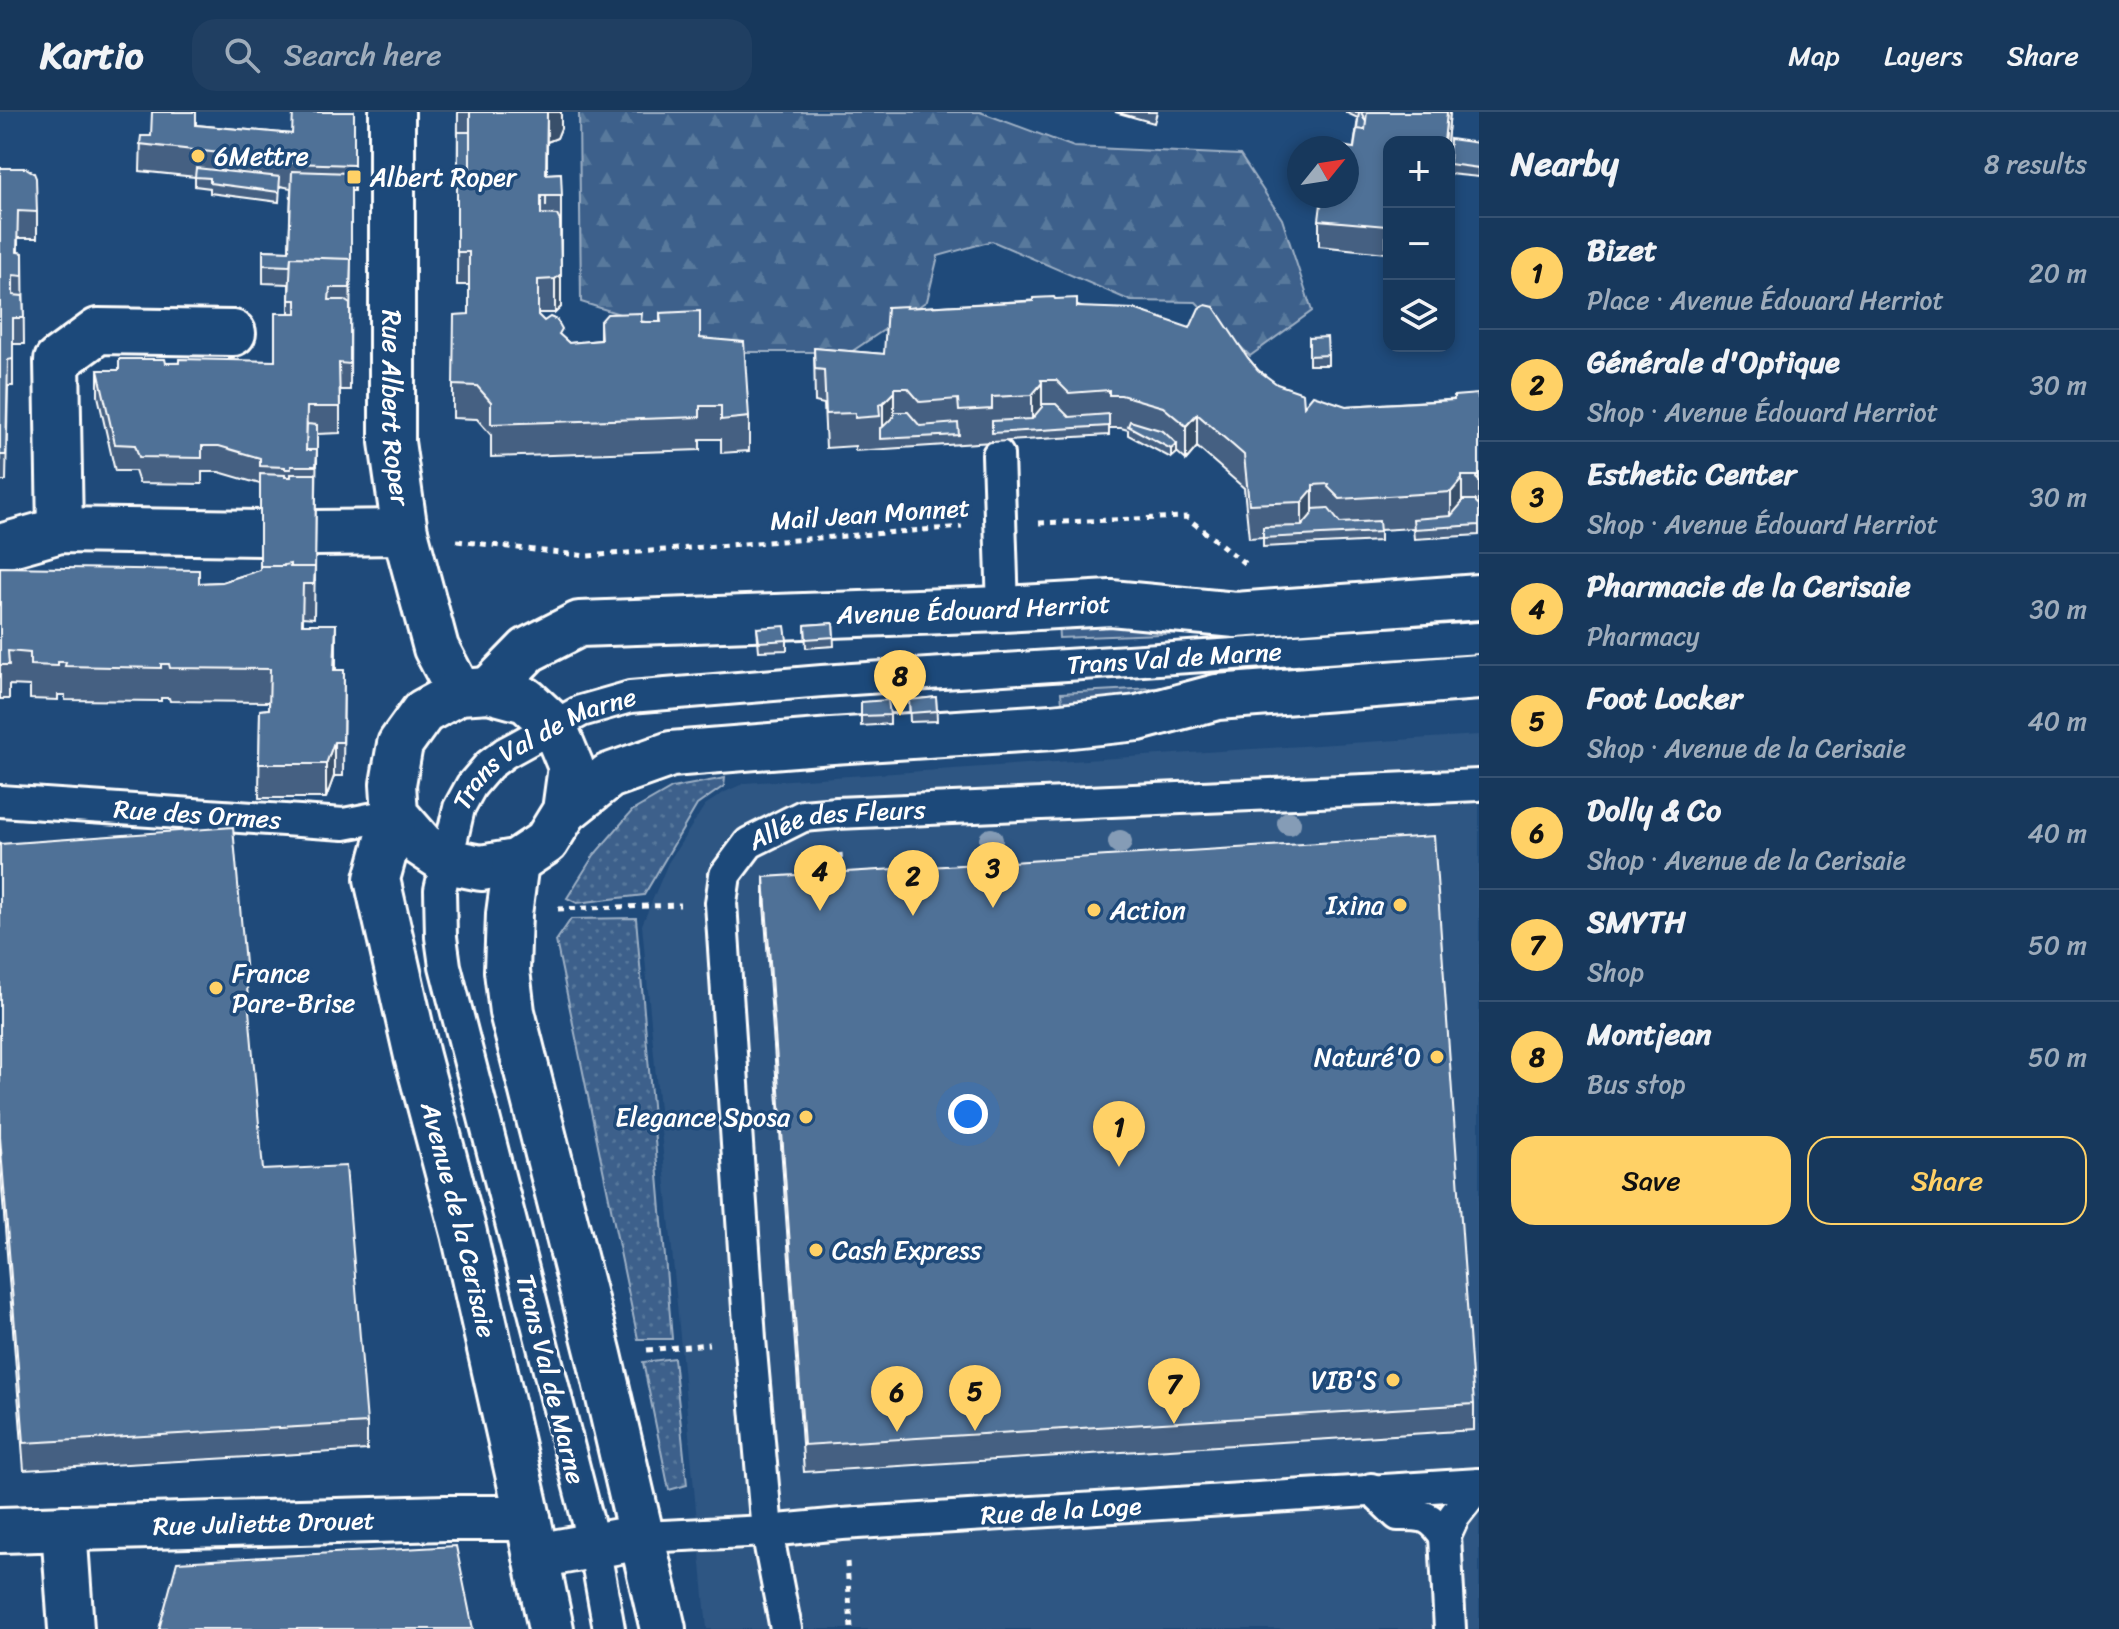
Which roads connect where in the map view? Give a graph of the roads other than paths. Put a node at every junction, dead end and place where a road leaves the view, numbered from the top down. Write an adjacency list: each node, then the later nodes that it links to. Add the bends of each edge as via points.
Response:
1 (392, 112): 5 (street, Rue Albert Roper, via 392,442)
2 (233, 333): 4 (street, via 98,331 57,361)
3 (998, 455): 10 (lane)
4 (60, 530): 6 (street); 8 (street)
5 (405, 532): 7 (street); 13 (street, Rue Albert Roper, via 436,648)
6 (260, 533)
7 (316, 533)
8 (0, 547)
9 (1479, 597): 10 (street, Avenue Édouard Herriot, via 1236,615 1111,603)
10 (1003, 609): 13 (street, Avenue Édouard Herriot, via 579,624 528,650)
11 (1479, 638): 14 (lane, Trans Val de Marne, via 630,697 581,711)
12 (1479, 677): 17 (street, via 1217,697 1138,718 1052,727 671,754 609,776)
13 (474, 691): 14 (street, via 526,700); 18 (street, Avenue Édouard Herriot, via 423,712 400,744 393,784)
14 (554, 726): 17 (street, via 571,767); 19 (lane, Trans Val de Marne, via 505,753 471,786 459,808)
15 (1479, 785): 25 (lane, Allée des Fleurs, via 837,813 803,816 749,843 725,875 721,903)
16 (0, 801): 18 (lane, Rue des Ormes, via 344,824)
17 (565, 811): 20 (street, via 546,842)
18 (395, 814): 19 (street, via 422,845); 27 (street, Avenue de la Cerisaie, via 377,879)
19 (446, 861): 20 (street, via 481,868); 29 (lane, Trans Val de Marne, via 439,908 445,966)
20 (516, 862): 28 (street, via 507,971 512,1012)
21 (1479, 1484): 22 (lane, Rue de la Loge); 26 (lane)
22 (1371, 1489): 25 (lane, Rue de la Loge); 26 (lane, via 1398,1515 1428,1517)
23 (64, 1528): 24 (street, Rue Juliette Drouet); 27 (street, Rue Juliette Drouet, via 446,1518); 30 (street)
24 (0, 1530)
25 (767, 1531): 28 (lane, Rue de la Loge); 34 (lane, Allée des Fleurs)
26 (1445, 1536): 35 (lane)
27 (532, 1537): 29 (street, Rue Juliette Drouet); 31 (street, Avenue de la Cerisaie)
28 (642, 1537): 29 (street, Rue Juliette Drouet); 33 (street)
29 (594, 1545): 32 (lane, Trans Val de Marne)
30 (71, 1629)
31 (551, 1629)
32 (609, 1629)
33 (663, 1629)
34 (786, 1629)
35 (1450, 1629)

• • • • •

### YOUR GOAL
Output all of the listing above, exactly as given, but without its pictures.

### WRITTEN SOLUTION
Which roads connect where in the map view? Give a graph of the roads other than paths. Put a node at every junction, dead end and place where a road leaves the view, numbered from the top down. Write an adjacency list: each node, then the later nodes that it links to. Add the bends of each edge as via points.
Response:
1 (392, 112): 5 (street, Rue Albert Roper, via 392,442)
2 (233, 333): 4 (street, via 98,331 57,361)
3 (998, 455): 10 (lane)
4 (60, 530): 6 (street); 8 (street)
5 (405, 532): 7 (street); 13 (street, Rue Albert Roper, via 436,648)
6 (260, 533)
7 (316, 533)
8 (0, 547)
9 (1479, 597): 10 (street, Avenue Édouard Herriot, via 1236,615 1111,603)
10 (1003, 609): 13 (street, Avenue Édouard Herriot, via 579,624 528,650)
11 (1479, 638): 14 (lane, Trans Val de Marne, via 630,697 581,711)
12 (1479, 677): 17 (street, via 1217,697 1138,718 1052,727 671,754 609,776)
13 (474, 691): 14 (street, via 526,700); 18 (street, Avenue Édouard Herriot, via 423,712 400,744 393,784)
14 (554, 726): 17 (street, via 571,767); 19 (lane, Trans Val de Marne, via 505,753 471,786 459,808)
15 (1479, 785): 25 (lane, Allée des Fleurs, via 837,813 803,816 749,843 725,875 721,903)
16 (0, 801): 18 (lane, Rue des Ormes, via 344,824)
17 (565, 811): 20 (street, via 546,842)
18 (395, 814): 19 (street, via 422,845); 27 (street, Avenue de la Cerisaie, via 377,879)
19 (446, 861): 20 (street, via 481,868); 29 (lane, Trans Val de Marne, via 439,908 445,966)
20 (516, 862): 28 (street, via 507,971 512,1012)
21 (1479, 1484): 22 (lane, Rue de la Loge); 26 (lane)
22 (1371, 1489): 25 (lane, Rue de la Loge); 26 (lane, via 1398,1515 1428,1517)
23 (64, 1528): 24 (street, Rue Juliette Drouet); 27 (street, Rue Juliette Drouet, via 446,1518); 30 (street)
24 (0, 1530)
25 (767, 1531): 28 (lane, Rue de la Loge); 34 (lane, Allée des Fleurs)
26 (1445, 1536): 35 (lane)
27 (532, 1537): 29 (street, Rue Juliette Drouet); 31 (street, Avenue de la Cerisaie)
28 (642, 1537): 29 (street, Rue Juliette Drouet); 33 (street)
29 (594, 1545): 32 (lane, Trans Val de Marne)
30 (71, 1629)
31 (551, 1629)
32 (609, 1629)
33 (663, 1629)
34 (786, 1629)
35 (1450, 1629)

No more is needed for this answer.